WHAT YOU NEED TO DO
Repeat each entry as written, dropping any picture you find.

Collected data
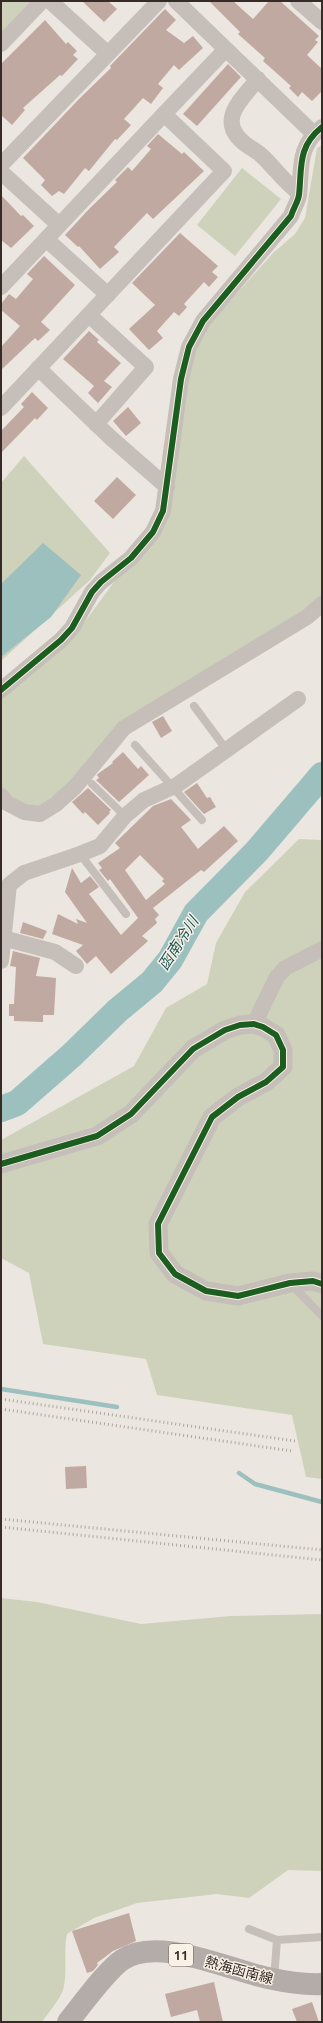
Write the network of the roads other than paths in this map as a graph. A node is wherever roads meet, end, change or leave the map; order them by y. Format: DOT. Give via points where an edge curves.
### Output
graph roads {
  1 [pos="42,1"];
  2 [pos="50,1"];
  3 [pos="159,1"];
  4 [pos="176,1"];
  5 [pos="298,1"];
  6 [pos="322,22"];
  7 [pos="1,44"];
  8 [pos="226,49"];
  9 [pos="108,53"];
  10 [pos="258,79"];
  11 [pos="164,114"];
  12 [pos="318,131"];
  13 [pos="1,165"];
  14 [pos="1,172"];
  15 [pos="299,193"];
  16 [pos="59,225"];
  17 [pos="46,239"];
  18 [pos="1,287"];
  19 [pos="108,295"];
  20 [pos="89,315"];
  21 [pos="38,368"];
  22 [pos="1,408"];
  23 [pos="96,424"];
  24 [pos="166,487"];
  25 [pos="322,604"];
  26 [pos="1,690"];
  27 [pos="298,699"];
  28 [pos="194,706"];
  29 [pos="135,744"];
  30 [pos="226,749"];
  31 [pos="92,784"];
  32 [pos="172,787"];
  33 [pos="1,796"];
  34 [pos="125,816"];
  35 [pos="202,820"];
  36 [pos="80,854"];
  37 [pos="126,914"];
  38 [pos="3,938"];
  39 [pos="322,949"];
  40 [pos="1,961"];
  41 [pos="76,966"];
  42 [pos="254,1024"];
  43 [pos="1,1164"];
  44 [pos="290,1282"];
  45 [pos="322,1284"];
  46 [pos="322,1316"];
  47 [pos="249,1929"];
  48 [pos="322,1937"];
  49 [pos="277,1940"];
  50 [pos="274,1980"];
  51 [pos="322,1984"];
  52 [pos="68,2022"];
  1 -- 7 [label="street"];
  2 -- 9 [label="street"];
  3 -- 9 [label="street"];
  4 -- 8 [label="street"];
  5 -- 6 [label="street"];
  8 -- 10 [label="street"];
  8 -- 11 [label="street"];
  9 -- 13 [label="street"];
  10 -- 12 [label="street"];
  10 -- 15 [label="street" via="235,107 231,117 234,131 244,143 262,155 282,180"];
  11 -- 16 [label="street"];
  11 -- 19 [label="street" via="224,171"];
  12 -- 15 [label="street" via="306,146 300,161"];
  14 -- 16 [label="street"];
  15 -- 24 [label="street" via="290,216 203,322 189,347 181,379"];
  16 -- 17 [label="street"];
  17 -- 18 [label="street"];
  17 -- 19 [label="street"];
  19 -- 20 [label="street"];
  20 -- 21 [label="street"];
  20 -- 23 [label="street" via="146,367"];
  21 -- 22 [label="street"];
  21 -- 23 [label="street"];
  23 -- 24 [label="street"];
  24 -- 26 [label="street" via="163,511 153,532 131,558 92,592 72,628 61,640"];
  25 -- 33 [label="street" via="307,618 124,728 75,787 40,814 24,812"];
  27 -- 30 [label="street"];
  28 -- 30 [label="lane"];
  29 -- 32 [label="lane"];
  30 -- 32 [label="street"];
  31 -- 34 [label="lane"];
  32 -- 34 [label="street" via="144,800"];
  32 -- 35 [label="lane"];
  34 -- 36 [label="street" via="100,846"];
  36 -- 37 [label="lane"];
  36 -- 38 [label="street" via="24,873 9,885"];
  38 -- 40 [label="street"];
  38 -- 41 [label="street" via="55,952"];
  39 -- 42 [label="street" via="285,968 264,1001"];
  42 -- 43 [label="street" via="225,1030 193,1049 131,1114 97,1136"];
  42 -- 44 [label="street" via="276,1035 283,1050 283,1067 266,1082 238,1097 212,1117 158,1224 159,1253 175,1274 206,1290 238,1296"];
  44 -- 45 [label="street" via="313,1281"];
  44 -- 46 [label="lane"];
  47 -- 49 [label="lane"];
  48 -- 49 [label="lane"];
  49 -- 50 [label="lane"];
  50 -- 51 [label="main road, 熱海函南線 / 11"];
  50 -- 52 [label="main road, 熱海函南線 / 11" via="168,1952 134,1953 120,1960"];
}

RESPONSE BELOW
Write the network of the roads other than paths in this map as a graph. A node is wherever roads meet, end, change or leave the map; order them by y. Format: DOT. Give via points where an edge curves.
### Output
graph roads {
  1 [pos="42,1"];
  2 [pos="50,1"];
  3 [pos="159,1"];
  4 [pos="176,1"];
  5 [pos="298,1"];
  6 [pos="322,22"];
  7 [pos="1,44"];
  8 [pos="226,49"];
  9 [pos="108,53"];
  10 [pos="258,79"];
  11 [pos="164,114"];
  12 [pos="318,131"];
  13 [pos="1,165"];
  14 [pos="1,172"];
  15 [pos="299,193"];
  16 [pos="59,225"];
  17 [pos="46,239"];
  18 [pos="1,287"];
  19 [pos="108,295"];
  20 [pos="89,315"];
  21 [pos="38,368"];
  22 [pos="1,408"];
  23 [pos="96,424"];
  24 [pos="166,487"];
  25 [pos="322,604"];
  26 [pos="1,690"];
  27 [pos="298,699"];
  28 [pos="194,706"];
  29 [pos="135,744"];
  30 [pos="226,749"];
  31 [pos="92,784"];
  32 [pos="172,787"];
  33 [pos="1,796"];
  34 [pos="125,816"];
  35 [pos="202,820"];
  36 [pos="80,854"];
  37 [pos="126,914"];
  38 [pos="3,938"];
  39 [pos="322,949"];
  40 [pos="1,961"];
  41 [pos="76,966"];
  42 [pos="254,1024"];
  43 [pos="1,1164"];
  44 [pos="290,1282"];
  45 [pos="322,1284"];
  46 [pos="322,1316"];
  47 [pos="249,1929"];
  48 [pos="322,1937"];
  49 [pos="277,1940"];
  50 [pos="274,1980"];
  51 [pos="322,1984"];
  52 [pos="68,2022"];
  1 -- 7 [label="street"];
  2 -- 9 [label="street"];
  3 -- 9 [label="street"];
  4 -- 8 [label="street"];
  5 -- 6 [label="street"];
  8 -- 10 [label="street"];
  8 -- 11 [label="street"];
  9 -- 13 [label="street"];
  10 -- 12 [label="street"];
  10 -- 15 [label="street" via="235,107 231,117 234,131 244,143 262,155 282,180"];
  11 -- 16 [label="street"];
  11 -- 19 [label="street" via="224,171"];
  12 -- 15 [label="street" via="306,146 300,161"];
  14 -- 16 [label="street"];
  15 -- 24 [label="street" via="290,216 203,322 189,347 181,379"];
  16 -- 17 [label="street"];
  17 -- 18 [label="street"];
  17 -- 19 [label="street"];
  19 -- 20 [label="street"];
  20 -- 21 [label="street"];
  20 -- 23 [label="street" via="146,367"];
  21 -- 22 [label="street"];
  21 -- 23 [label="street"];
  23 -- 24 [label="street"];
  24 -- 26 [label="street" via="163,511 153,532 131,558 92,592 72,628 61,640"];
  25 -- 33 [label="street" via="307,618 124,728 75,787 40,814 24,812"];
  27 -- 30 [label="street"];
  28 -- 30 [label="lane"];
  29 -- 32 [label="lane"];
  30 -- 32 [label="street"];
  31 -- 34 [label="lane"];
  32 -- 34 [label="street" via="144,800"];
  32 -- 35 [label="lane"];
  34 -- 36 [label="street" via="100,846"];
  36 -- 37 [label="lane"];
  36 -- 38 [label="street" via="24,873 9,885"];
  38 -- 40 [label="street"];
  38 -- 41 [label="street" via="55,952"];
  39 -- 42 [label="street" via="285,968 264,1001"];
  42 -- 43 [label="street" via="225,1030 193,1049 131,1114 97,1136"];
  42 -- 44 [label="street" via="276,1035 283,1050 283,1067 266,1082 238,1097 212,1117 158,1224 159,1253 175,1274 206,1290 238,1296"];
  44 -- 45 [label="street" via="313,1281"];
  44 -- 46 [label="lane"];
  47 -- 49 [label="lane"];
  48 -- 49 [label="lane"];
  49 -- 50 [label="lane"];
  50 -- 51 [label="main road, 熱海函南線 / 11"];
  50 -- 52 [label="main road, 熱海函南線 / 11" via="168,1952 134,1953 120,1960"];
}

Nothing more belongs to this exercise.